What people think of as GRAMMAR, (all caps, death knell, end of the world with hellfire and brimstone if you break the rules) is a complete nonissue in writing fiction.

In writing fiction, you write as you speak, you punctuate as you breathe, and you use the rules as you choose to use them.

In writing more than thirty-two novels, a bunch of non-fiction books and courses, an enormous website, many short stories, and a gawdawful lot of proposals, synopses, and other goodies, I have NEVER ONCE diagrammed a sentence. In your entire career, neither will you (unless you decide to write a book about diagramming sentences.)

We writers do not get our knickers in a bunch over the placement of the prepositional phrase, nor to we get hung up about the subjunctive case. These rules and names have nothing to do with writing fiction.

If you’re still angsting and determined to think that you have no grasp of grammar, I’ll tell you that everything you need to know about grammar to write novels professionally, you can grasp by reading through one short and exceedingly comforting e-book, The Basic Glossary of Grammar.
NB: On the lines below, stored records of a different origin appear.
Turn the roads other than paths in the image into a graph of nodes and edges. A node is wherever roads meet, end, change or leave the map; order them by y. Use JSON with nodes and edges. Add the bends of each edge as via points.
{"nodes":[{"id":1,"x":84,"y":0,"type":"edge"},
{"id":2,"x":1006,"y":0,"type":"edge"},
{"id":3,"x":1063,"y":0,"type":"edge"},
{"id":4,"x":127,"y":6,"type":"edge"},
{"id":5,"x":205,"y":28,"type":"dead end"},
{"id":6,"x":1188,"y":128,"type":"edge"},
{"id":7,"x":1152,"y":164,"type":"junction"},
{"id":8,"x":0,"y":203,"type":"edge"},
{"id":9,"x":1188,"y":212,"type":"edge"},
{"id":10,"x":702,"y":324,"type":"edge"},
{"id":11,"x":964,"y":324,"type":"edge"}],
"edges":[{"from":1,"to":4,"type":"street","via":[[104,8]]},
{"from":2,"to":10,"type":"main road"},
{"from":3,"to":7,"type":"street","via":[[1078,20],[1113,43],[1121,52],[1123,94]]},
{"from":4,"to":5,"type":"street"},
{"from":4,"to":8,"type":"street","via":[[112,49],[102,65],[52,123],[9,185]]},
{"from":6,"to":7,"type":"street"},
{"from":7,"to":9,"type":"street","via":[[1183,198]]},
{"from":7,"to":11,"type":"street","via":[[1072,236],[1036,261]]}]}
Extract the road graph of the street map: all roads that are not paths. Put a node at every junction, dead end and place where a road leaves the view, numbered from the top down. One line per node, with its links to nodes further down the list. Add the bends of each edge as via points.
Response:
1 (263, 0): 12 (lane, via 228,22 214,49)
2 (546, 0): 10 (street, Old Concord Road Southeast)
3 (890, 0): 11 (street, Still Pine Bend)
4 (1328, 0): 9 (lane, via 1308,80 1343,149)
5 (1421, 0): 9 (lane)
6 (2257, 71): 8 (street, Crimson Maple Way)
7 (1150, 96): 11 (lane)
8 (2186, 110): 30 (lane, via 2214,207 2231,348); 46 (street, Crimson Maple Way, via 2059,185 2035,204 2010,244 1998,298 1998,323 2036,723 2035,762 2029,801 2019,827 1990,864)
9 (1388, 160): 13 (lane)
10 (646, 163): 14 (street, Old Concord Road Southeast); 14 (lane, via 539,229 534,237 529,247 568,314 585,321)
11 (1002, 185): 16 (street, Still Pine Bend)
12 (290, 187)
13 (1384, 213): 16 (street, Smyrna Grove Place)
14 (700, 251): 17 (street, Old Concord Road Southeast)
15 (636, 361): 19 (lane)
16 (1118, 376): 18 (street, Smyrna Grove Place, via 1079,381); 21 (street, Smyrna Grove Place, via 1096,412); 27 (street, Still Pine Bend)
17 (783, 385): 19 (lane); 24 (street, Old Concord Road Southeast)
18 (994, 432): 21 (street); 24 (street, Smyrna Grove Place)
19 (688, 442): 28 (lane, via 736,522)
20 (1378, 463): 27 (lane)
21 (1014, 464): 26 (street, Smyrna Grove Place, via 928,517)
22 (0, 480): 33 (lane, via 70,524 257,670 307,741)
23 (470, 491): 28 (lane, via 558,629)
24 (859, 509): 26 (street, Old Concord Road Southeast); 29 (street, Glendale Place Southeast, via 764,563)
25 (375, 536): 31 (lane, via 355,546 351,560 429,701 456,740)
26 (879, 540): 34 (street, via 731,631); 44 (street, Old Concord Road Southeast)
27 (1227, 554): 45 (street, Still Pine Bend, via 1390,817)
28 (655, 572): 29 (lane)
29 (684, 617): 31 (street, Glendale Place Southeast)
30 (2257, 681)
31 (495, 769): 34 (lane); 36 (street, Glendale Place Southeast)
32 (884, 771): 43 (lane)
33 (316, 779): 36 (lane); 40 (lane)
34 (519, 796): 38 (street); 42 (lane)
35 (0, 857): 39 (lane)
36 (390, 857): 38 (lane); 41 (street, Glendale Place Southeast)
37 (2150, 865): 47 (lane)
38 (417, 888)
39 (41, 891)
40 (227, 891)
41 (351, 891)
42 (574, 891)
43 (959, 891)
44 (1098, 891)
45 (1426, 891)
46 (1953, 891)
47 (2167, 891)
The book is less than five bucks, and you can download it right now. I’m not an affiliate for the book. I don’t make a dime by recommending it. I’m simply a fan.

If grammar in school screwed you up and made you think it was some mysterious, arcane science that only the Revered Priesthood of Grammarians could master, you owe yourself this little book and the peace of mind you’ll get by discovering that you do, in fact, have a solid grasp of grammar.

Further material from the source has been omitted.